▶ **Records excerpted from a collection**

┄┄┄┄┄┄┄┄┄┄┄┄┄┄┄┄┄┄┄┄

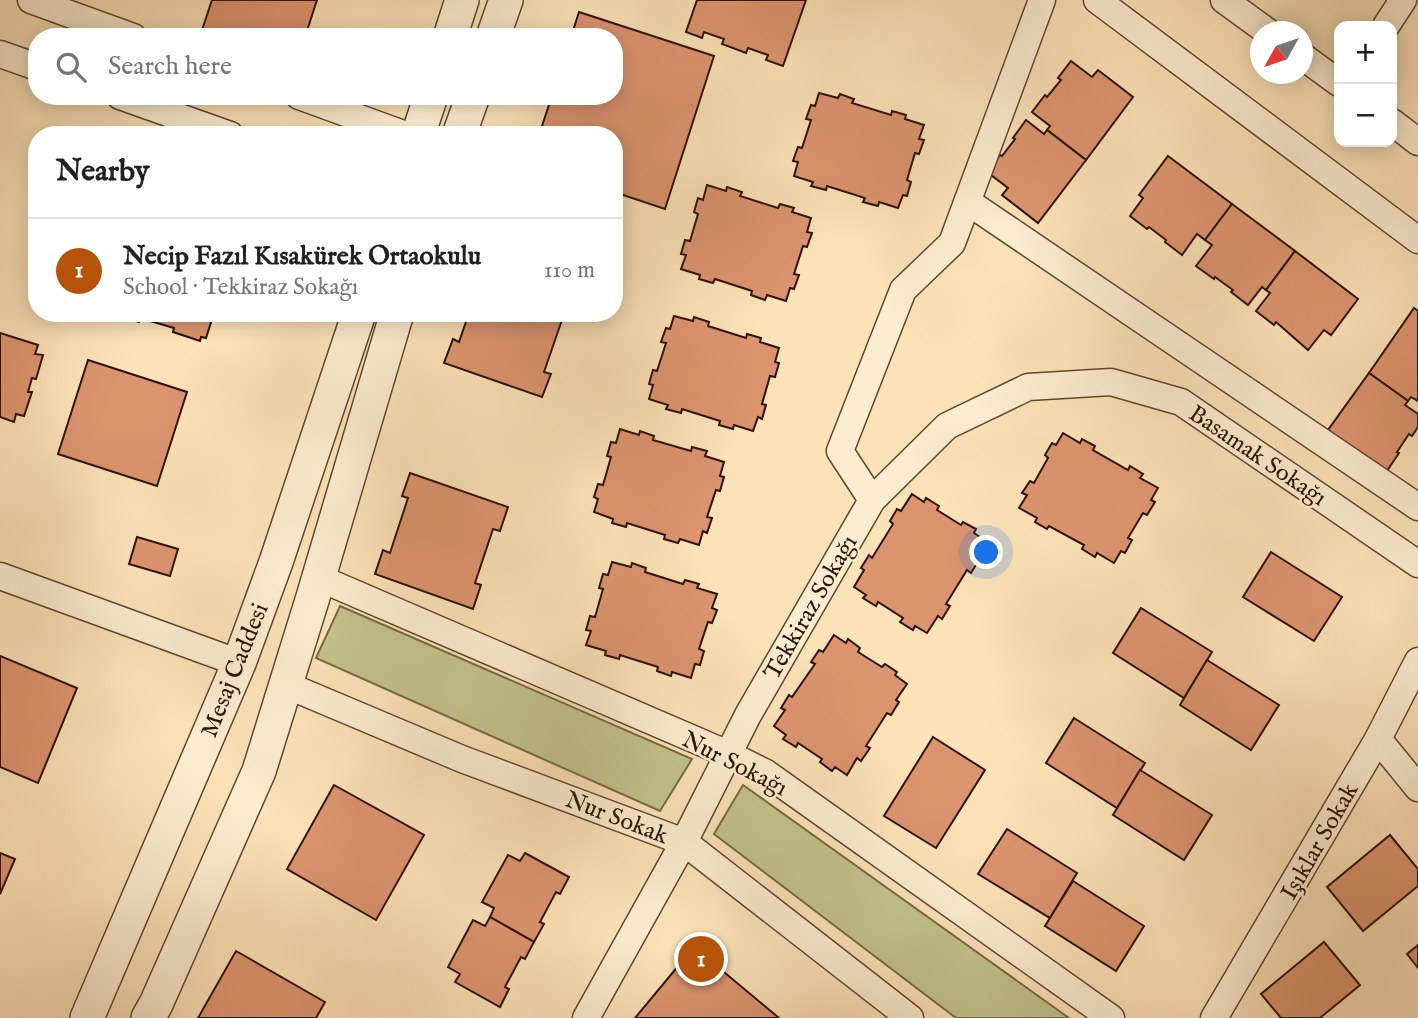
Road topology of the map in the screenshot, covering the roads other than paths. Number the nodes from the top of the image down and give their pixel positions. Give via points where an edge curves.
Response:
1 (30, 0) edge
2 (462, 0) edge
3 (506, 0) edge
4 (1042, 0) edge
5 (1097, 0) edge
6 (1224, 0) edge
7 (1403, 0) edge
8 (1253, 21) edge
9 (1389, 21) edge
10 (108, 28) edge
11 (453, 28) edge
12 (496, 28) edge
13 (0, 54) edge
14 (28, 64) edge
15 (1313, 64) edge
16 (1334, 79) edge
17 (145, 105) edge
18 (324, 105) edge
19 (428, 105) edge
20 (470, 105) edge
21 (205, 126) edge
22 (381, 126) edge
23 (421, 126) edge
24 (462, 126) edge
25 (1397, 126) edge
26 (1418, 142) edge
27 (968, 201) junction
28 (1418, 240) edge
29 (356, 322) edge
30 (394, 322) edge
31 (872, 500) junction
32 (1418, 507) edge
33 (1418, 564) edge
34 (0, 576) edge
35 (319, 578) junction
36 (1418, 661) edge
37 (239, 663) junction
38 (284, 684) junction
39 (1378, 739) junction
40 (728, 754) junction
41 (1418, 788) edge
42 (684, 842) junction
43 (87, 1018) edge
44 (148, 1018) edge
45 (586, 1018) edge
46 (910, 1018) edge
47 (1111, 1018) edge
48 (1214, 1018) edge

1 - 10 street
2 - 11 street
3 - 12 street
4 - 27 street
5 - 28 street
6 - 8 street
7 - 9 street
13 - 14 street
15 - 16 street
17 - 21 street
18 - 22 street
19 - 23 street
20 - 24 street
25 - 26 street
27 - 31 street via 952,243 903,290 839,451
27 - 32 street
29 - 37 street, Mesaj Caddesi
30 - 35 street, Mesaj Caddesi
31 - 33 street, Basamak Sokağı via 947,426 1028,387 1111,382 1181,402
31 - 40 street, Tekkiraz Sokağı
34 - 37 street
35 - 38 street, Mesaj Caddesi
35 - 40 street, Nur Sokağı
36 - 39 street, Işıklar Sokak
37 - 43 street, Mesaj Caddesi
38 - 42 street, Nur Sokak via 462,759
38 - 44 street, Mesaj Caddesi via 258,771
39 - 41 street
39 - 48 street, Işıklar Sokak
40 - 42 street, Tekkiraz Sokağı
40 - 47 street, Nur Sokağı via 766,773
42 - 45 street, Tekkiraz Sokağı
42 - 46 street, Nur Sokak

┄┄┄┄┄┄┄┄┄┄┄┄┄┄┄┄┄┄┄┄

▶ **EXERCISE**
Report the lines above that have the word "Tekkiraz" in them.

▶ **RESULT**
31 - 40 street, Tekkiraz Sokağı
40 - 42 street, Tekkiraz Sokağı
42 - 45 street, Tekkiraz Sokağı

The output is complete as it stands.